Started by July 22, 2024 06:08 AM
1 comment, last by arly 4 months, 4 weeks ago

I've been working on this game for what feels like forever and I'm starting to lose steam. You know how it is - staring at the same code and assets day after day can really drain your enthusiasm. How do you all keep your motivation up when you're knee-deep in a long project? I've tried taking breaks, but I'm worried about losing momentum. Any tips or tricks you use to stay pumped about your work, especially when the finish line seems so far away?

Developing My Own World

Rather than telling an advice, Iet me rather put myself in the subject based on my experience. Of course, this is how I see it, so it can be different on how people (and you) see or deal with their morale problems.

In context of making a game as a hobby, if taking breaks make me worry on losing the momentum, that means I'm not enjoying the process. It's the situation where I will expect my game to be as perfect as I can. My expectation soars sky high time to time, and then I realized the reality kicks in and I start to lose power, and boom, I stopped. Sometimes if not careful, this carries out with ever-expanding project scope, which made me just want to scrap it off to recycle bin. It's the “I want to finish this game ASAP because I'm so tired of it so I can create my next super exciting dream game” loop moment.

So what is this, really? In my opinion, it's when it feels like a job. There's this feeling of “responsibility” to finish it. The hype is over, all that's left is work. Labor. Oh, I surely do want it to finish, but the need and want begin to merge, and that's when joy and obligation start tomess up.

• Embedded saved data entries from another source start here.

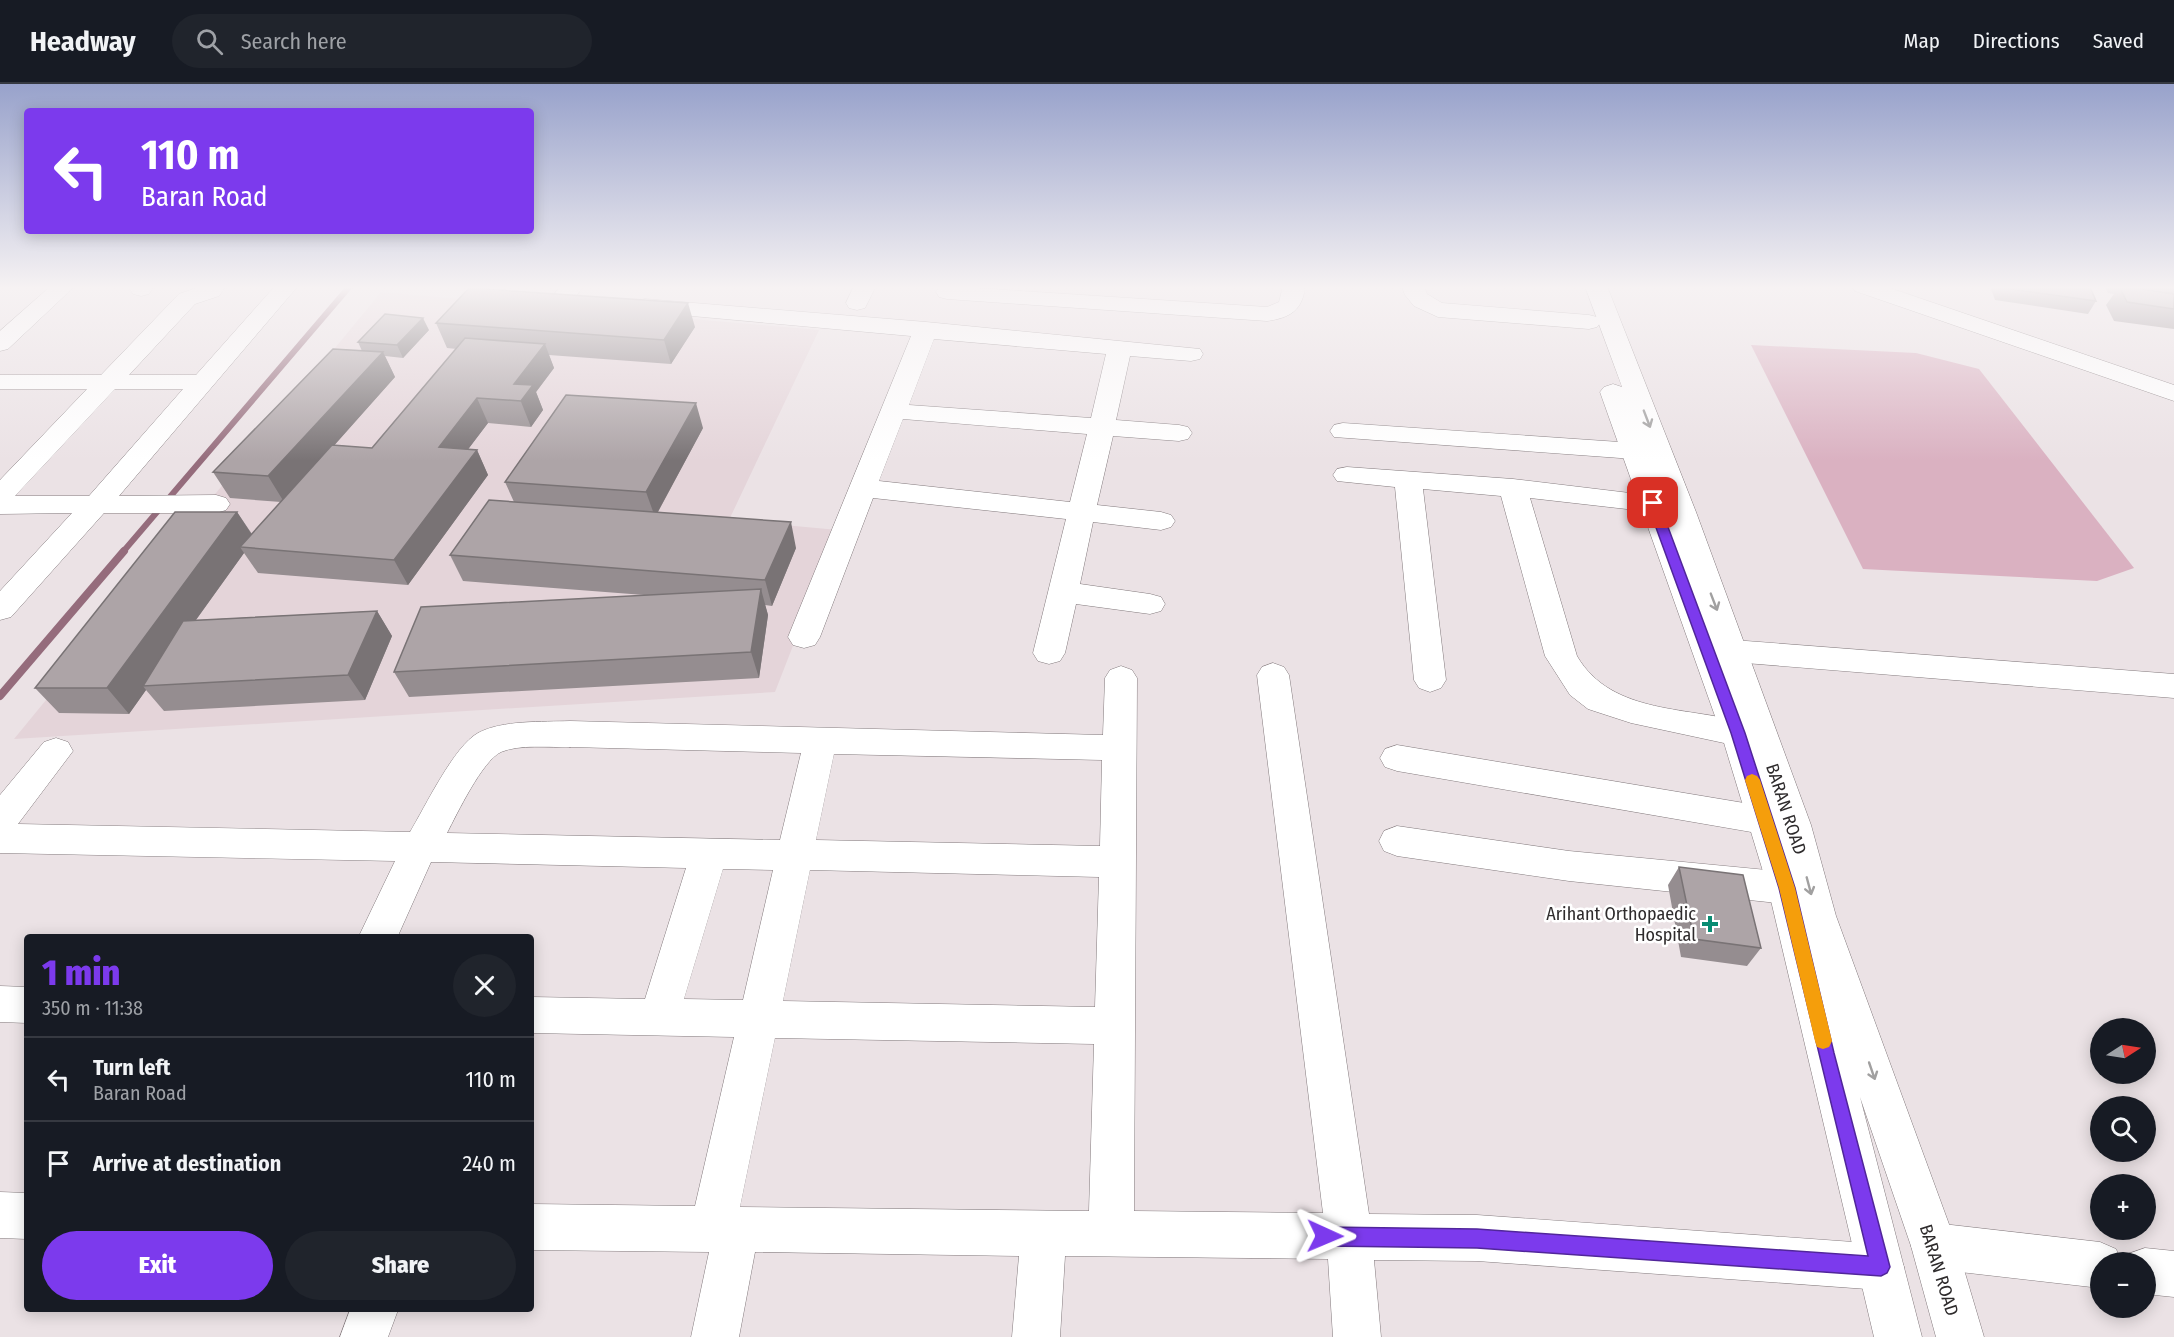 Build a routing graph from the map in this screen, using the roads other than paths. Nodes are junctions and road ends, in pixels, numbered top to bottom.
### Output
1 (145, 344) edge
2 (236, 344) edge
3 (922, 344) edge
4 (1109, 344) edge
5 (1597, 344) edge
6 (1618, 344) edge
7 (2033, 344) edge
8 (2068, 344) edge
9 (1120, 347) junction
10 (1191, 354) dead end
11 (2174, 379) edge
12 (0, 382) edge
13 (111, 382) junction
14 (204, 382) junction
15 (2174, 393) edge
16 (893, 411) junction
17 (1102, 427) junction
18 (1343, 431) dead end
19 (1179, 433) dead end
20 (1634, 451) junction
21 (1347, 475) dead end
22 (1408, 479) junction
23 (863, 488) junction
24 (1513, 488) junction
25 (0, 496) edge
26 (1653, 503) junction
27 (216, 504) dead end
28 (0, 505) edge
29 (96, 505) junction
30 (1082, 511) junction
31 (1161, 520) dead end
32 (1064, 592) junction
33 (5, 599) edge
34 (1150, 604) dead end
35 (804, 637) dead end
36 (1733, 651) junction
37 (1049, 653) dead end
38 (1273, 675) dead end
39 (1121, 678) dead end
40 (1430, 680) dead end
41 (2174, 686) edge
42 (1738, 733) junction
43 (820, 742) junction
44 (1120, 748) junction
45 (56, 751) dead end
46 (1397, 758) dead end
47 (0, 820) edge
48 (1779, 822) junction
49 (0, 838) edge
50 (1397, 841) dead end
51 (420, 847) junction
52 (709, 853) junction
53 (795, 855) junction
54 (1118, 862) junction
55 (1787, 888) junction
56 (379, 934) edge
57 (0, 1004) edge
58 (24, 1005) edge
59 (534, 1015) edge
60 (659, 1017) junction
61 (759, 1019) junction
62 (1115, 1026) junction
63 (0, 1215) edge
64 (24, 1216) edge
65 (534, 1227) edge
66 (724, 1229) junction
67 (1044, 1233) junction
68 (1111, 1234) junction
69 (1348, 1237) junction
70 (1934, 1246) junction
71 (2090, 1264) edge
72 (1881, 1267) junction
73 (2156, 1272) edge
74 (2174, 1274) edge
75 (373, 1312) edge
76 (364, 1337) edge
77 (715, 1337) edge
78 (1036, 1337) edge
79 (1357, 1337) edge
80 (1898, 1337) edge
81 (1959, 1337) edge

1 - 13 street
2 - 14 street
3 - 16 street
4 - 9 street
5 - 20 street, BARAN ROAD
6 -> 36 street, BARAN ROAD
7 - 15 street
8 - 11 street
9 - 10 street
9 - 17 street
12 - 13 street
13 - 14 street
13 - 25 street
14 - 29 street
16 - 17 street
16 - 23 street
17 - 19 street
17 - 30 street
18 - 20 street
20 - 26 street, BARAN ROAD
21 - 22 street
22 - 24 street
22 - 40 street
23 - 30 street
23 - 35 street
24 - 26 street
24 - 42 street
26 - 42 street, BARAN ROAD
27 - 29 street
28 - 29 street
29 - 33 street
30 - 31 street
30 - 32 street
32 - 34 street
32 - 37 street
36 - 41 street
36 - 48 street, BARAN ROAD
38 - 69 street
39 - 44 street
42 - 48 street, BARAN ROAD
43 - 44 street
43 - 51 street
43 - 53 street
44 - 54 street
45 - 47 street
46 - 48 street
48 - 55 street, BARAN ROAD
48 -> 70 street, BARAN ROAD
49 - 51 street
50 - 55 street
51 - 52 street
51 - 56 street
52 - 53 street
52 - 60 street
53 - 54 street
53 - 61 street
54 - 62 street
55 - 72 street, BARAN ROAD
57 - 58 street
59 - 60 street
60 - 61 street
61 - 62 street
61 - 66 street
62 - 68 street
63 - 64 street
65 - 66 street
66 - 67 street
66 - 77 street
67 - 68 street
67 - 78 street
68 - 69 street
69 - 72 street
69 - 79 street
70 - 71 street
70 - 81 street, BARAN ROAD
72 - 80 street, BARAN ROAD
73 - 74 street
75 - 76 street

Okay, so I asked to myself. So what if I can't finish it? If I have to reply against this ("duh, because I have to!"), then the answer is clear; I feel obligated to finish it. Feeling obligated means I got to do it, like it or not. That's when the energy starts going out of me. If I'm having fun, do I even care when it will be finished? Last time I checked, the last 20% of each of my game is up to me on when I should stop, just like when I create my 2D/3D/music contents, individually or for the games. Remember, it's as a hobby, not to deliver based on a deadline for my boss(es)/client(s)/user(s).

There's a reason why burnouts exist. People who work on art, got popular, then stop working on it when there are expectations from their fans that they can't keep up then just take a break from all of it. The obligation to keep up with those expectations are tiring, even though it feels great to have anyone to have attention to what they create. It's even more tiring when the fans expect something that the artists/developers consider boring and not even what they like to do, but it's simply popular demand. Success isn't always equal to joy, it's mostly hardwork. They reach the top and some don't feel like they're happy. I wonder why. It's what they dream, right? That's right. Expectation kicks in, or at least that's what I believe.

Do I want to succeed, or do I just want to have fun? The answer to this will determine how tiring it can be to finish the game for me. If it is tiring, is it worth all my energy to do it? If it is meant for success, then it's definitely worth die trying.

If it's just for fun, I wouldn't worry about me getting tired or not. It's that moment when I discover tiny little thing in coding/content creation and suddenly went hyped for a few days to do it just because I feel the “eureka” moment despite of it already exist somewhere out there. Sometimes, the game is finished after that.

Too Long; Didn't Read (TL;DR)
For success? Work hard/smart to finish it, there's no shortcut.
For fun? You probably won't even ask this question because you're currently having fun. Maybe, it will finish anyway in the end.